The 3rd Battalion, 16th Field Artillery Regiment is a field artillery battalion assigned to the 2nd Brigade Combat Team, 1st Cavalry Division. Carrying the lineage of Battery C, 16th Field Artillery Regiment, the battalion carries campaign streamers from World War I, World War II, and Vietnam, and has served with the 4th Infantry Division and 8th Infantry Division. The unit's nickname is "Rolling Thunder", and their motto is "Macte Nova Virtute" (Go Forth With New Strength). The battalion is composed of a headquarters and headquarters battery (HHB), three cannon batteries (Batteries A, B, and C), and has an attached Forward Support Company, Company F, 15th Brigade Support Battalion.

==History==
Constituted on 1 July 1916 in the Regular Army as Battery C, 16th Field Artillery, the unit was organized on 21 May 1917 at Camp Robinson, Wisconsin. On 19 November 1917, the 16th Field Artillery was assigned to the 4th Division. The unit was inactivated on 21 September 1921 at Camp Lewis, Washington. The 16th Field Artillery was relieved on 24 March 1923 from assignment to the 4th Division and assigned to the 8th Division.

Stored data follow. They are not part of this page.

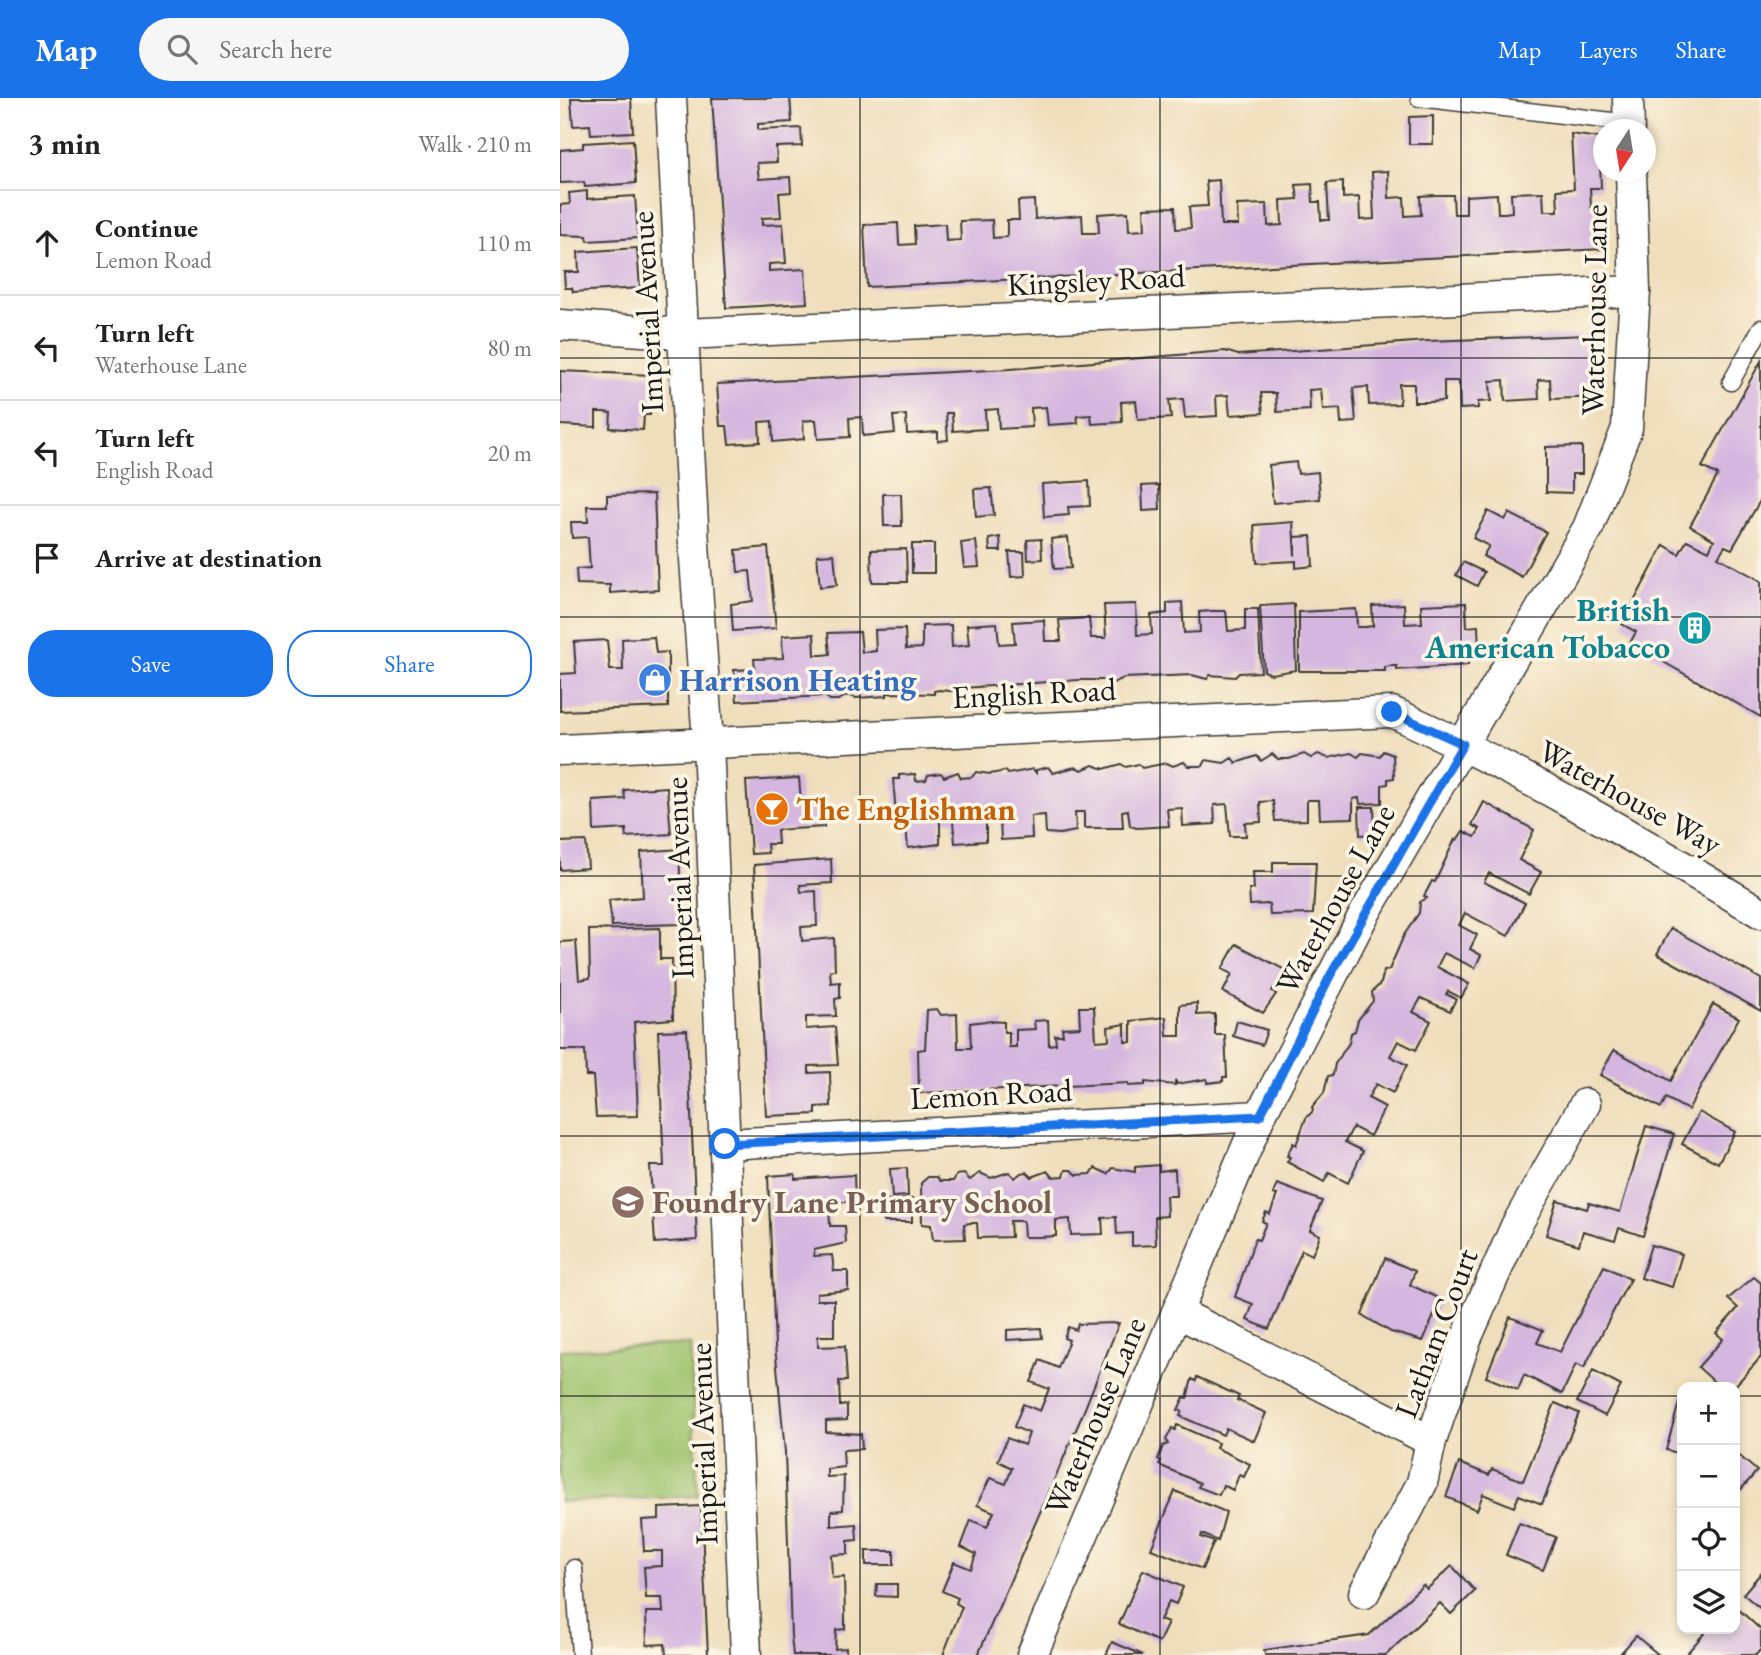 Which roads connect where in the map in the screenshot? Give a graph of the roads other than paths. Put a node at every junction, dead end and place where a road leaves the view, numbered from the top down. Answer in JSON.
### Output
{"nodes":[{"id":1,"x":671,"y":98,"type":"edge"},
{"id":2,"x":1419,"y":98,"type":"edge"},
{"id":3,"x":1629,"y":117,"type":"edge"},
{"id":4,"x":1631,"y":182,"type":"edge"},
{"id":5,"x":1635,"y":291,"type":"junction"},
{"id":6,"x":560,"y":325,"type":"edge"},
{"id":7,"x":1761,"y":328,"type":"edge"},
{"id":8,"x":684,"y":334,"type":"junction"},
{"id":9,"x":1731,"y":382,"type":"dead end"},
{"id":10,"x":708,"y":742,"type":"junction"},
{"id":11,"x":1463,"y":744,"type":"junction"},
{"id":12,"x":560,"y":750,"type":"edge"},
{"id":13,"x":1761,"y":913,"type":"edge"},
{"id":14,"x":1585,"y":1104,"type":"dead end"},
{"id":15,"x":1260,"y":1116,"type":"junction"},
{"id":16,"x":725,"y":1144,"type":"junction"},
{"id":17,"x":1177,"y":1312,"type":"junction"},
{"id":18,"x":1431,"y":1441,"type":"junction"},
{"id":19,"x":574,"y":1567,"type":"dead end"},
{"id":20,"x":1364,"y":1593,"type":"dead end"},
{"id":21,"x":580,"y":1655,"type":"edge"},
{"id":22,"x":746,"y":1655,"type":"edge"},
{"id":23,"x":1032,"y":1655,"type":"edge"}],
"edges":[{"from":1,"to":8,"type":"street","name":"Imperial Avenue"},
{"from":2,"to":3,"type":"lane"},
{"from":4,"to":5,"type":"street","name":"Waterhouse Lane"},
{"from":5,"to":8,"type":"street","name":"Kingsley Road"},
{"from":5,"to":11,"type":"street","name":"Waterhouse Lane"},
{"from":6,"to":8,"type":"street","name":"Kingsley Road"},
{"from":7,"to":9,"type":"lane"},
{"from":8,"to":10,"type":"street","name":"Imperial Avenue"},
{"from":10,"to":11,"type":"street","name":"English Road"},
{"from":10,"to":12,"type":"street","name":"English Road"},
{"from":10,"to":16,"type":"street","name":"Imperial Avenue"},
{"from":11,"to":13,"type":"street","name":"Waterhouse Way"},
{"from":11,"to":15,"type":"street","name":"Waterhouse Lane"},
{"from":14,"to":18,"type":"street","name":"Latham Court"},
{"from":15,"to":16,"type":"street","name":"Lemon Road"},
{"from":15,"to":17,"type":"street","name":"Waterhouse Lane"},
{"from":16,"to":22,"type":"street","name":"Imperial Avenue"},
{"from":17,"to":18,"type":"street"},
{"from":17,"to":23,"type":"street","name":"Waterhouse Lane"},
{"from":18,"to":20,"type":"street","name":"Latham Court"},
{"from":19,"to":21,"type":"lane"}]}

On 13 January 1941, the battalion was reorganized and redesignated as Battery C, 16th Field Artillery Battalion. In June 1942, the battalion was again reorganized and redesignated as Battery C, 16th Armored Field Artillery Battalion, an element of the 9th Armored Division. The 16th Armored Field Artillery Battalion was activated on 10 November 1950 at Fort Hood, Texas.

On 1 July 1957, the battalion was redesignated as Headquarters and Headquarters Battery, 3rd Battalion, 16th Field Artillery.

The battalion was assigned to the 8th Infantry Division at Baumholder, Germany in the 1970s. Batteries at the time included HQ, Service, A, B, and C.

In late 1983, the entire 8-in C battery was folded into A, and B batteries to make room for the first Multiple Launch Rocket System (MLRS) battery in Europe.

On 15 December 1995, the battalion was activated as the 3rd Battalion, 16th Field Artillery at Fort Hood, Texas and assigned to the 4th Infantry Division.

The 16th Field Artillery Regiment has a very distinguished history. To its credit, the battalion participated in numerous campaigns during World War 1, to Include the Aisne-Marne, St. Mihiel, Meuse-argonne, and Champagne 1918.

During World War II, the 16th Artillery served in Rhineland, Ardennes-alsace and Central Europe. During the Vietnam War, the 16th Field Artillery is credited with participation in the Counteroffensive, Phase I, Tet Counteroffensive, Tet 69 Couteroffensive and the Sanctuary Counteroffensive. The battalion's decorations include the Presidential Unit Citation and the Republic of Vietnam Cross-of Gallantry with Palm. Additionally, a battery was awarded the Valorous Unit Award for participation in the Quang Tin Province.

The Ivy Leaf on the battalion's insignia represented its long standing relationship with the 4th Infantry Division. The 3rd Battalion, 16th Field Artillery continued this relationship as the command and control headquarters for "Task Force Thunder", an element of the 2nd Brigade Combat Team in support of Operation Iraqi Freedom. The battalion remained prepared to deploy anywhere in the world to synchronize and provide fires in support of sustained, decisive full spectrum operations to achieve assigned objectives.

Upon arriving at the port in Kuwait, the soldiers of the Rolling Thunder battalion went into action and downloaded all of its equipment in a record manner. Once downloaded, the equipment was moved to the staging area for forward movement to Camp Udairi, 22 km south of the Iraqi border. While at Udairi, the Thunder battalion prepared for its follow-on mission. The battalion conducted live fire weapons calibration and verified all small arms and crew served weapons systems.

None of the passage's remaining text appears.